I use the solid salts for making the bromine. I mix solid KBrO3 and KBr (or NaBr) in a molar ratio of 1 : 5. I use a slight excess of bromate, in order to avoid the problem of bromine, dissolving very well in solutions, which contain bromide.

As a start, try the following for making 10 grams of bromine, of which appr. 7.5 grams can simply be pipetted from below the aqueous layer.

Take 3.5 grams of KBrO3 and 12 grams of KBr (or 10 grams of NaBr), and finely grind the chemicals and mix them thoroughly. No need to fear any reaction, as long as no acid is added.

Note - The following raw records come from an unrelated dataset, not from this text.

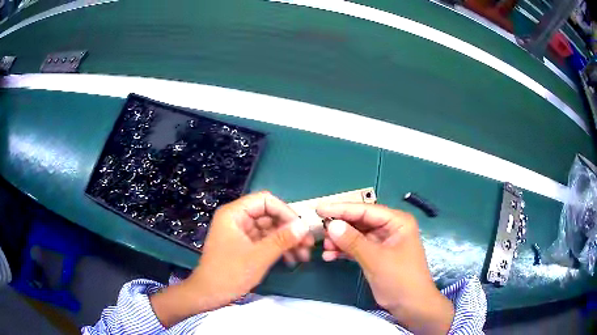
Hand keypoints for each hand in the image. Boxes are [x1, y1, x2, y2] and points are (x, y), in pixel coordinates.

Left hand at [151, 191, 310, 326]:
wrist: (209, 295)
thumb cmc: (229, 274)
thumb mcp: (258, 257)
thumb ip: (282, 239)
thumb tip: (304, 226)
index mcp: (234, 214)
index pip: (265, 201)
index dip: (285, 211)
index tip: (301, 228)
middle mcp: (237, 219)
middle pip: (269, 215)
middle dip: (289, 230)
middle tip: (307, 245)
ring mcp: (241, 233)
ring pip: (270, 230)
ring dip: (287, 241)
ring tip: (303, 256)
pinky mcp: (245, 246)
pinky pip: (265, 241)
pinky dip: (279, 249)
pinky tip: (291, 260)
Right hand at [316, 203, 453, 334]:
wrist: (411, 306)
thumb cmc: (400, 279)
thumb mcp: (376, 259)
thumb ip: (353, 241)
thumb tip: (331, 225)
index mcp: (397, 221)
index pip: (366, 210)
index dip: (342, 209)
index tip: (319, 209)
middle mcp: (390, 228)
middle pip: (360, 221)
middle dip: (340, 227)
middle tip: (319, 230)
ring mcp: (383, 242)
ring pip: (357, 235)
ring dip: (340, 241)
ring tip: (325, 247)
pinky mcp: (377, 255)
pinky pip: (358, 248)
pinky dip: (345, 251)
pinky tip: (331, 256)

Take 40 ml of cool 20% H2SO4. Add the solid mix, 2 gram at a time and stir after each addition. Soon, you'll see bromine dropping out. When you have added all solid, then cap the container and carefully shake, in order to have all salt mix dissolved. Lots of bromine drop out. After 30 minutes or so, you'll have a clear liquid (bright red/orange) with some white crap (mostly KHSO4/K2SO4) and a big blob of bromine at the bottom. With a long pasteur pippette you simply suck up this bromine. Yield: 75% to 80%, appr. 2.5 ml. The remaining bromine is dissolved in the red/orange liquid. You also should keep this liquid, bromine water also is quite interesting for many experiments. If you want to go to the max, then you can distill the bromine water to get the remaining 20% of bromine. I, however, do not take that effort, I simply keep the bromine water.


You can scale up this procedure, the reaction is only slightly exothermic. Use 2 gram lots for each addition. So, on scaling up, you'll need more time for making the bromine, but it works equally well.

Be careful with this, LOTS of bromine vapor are created, and when swirling the solution, keep it capped, or covered with a piece of glass!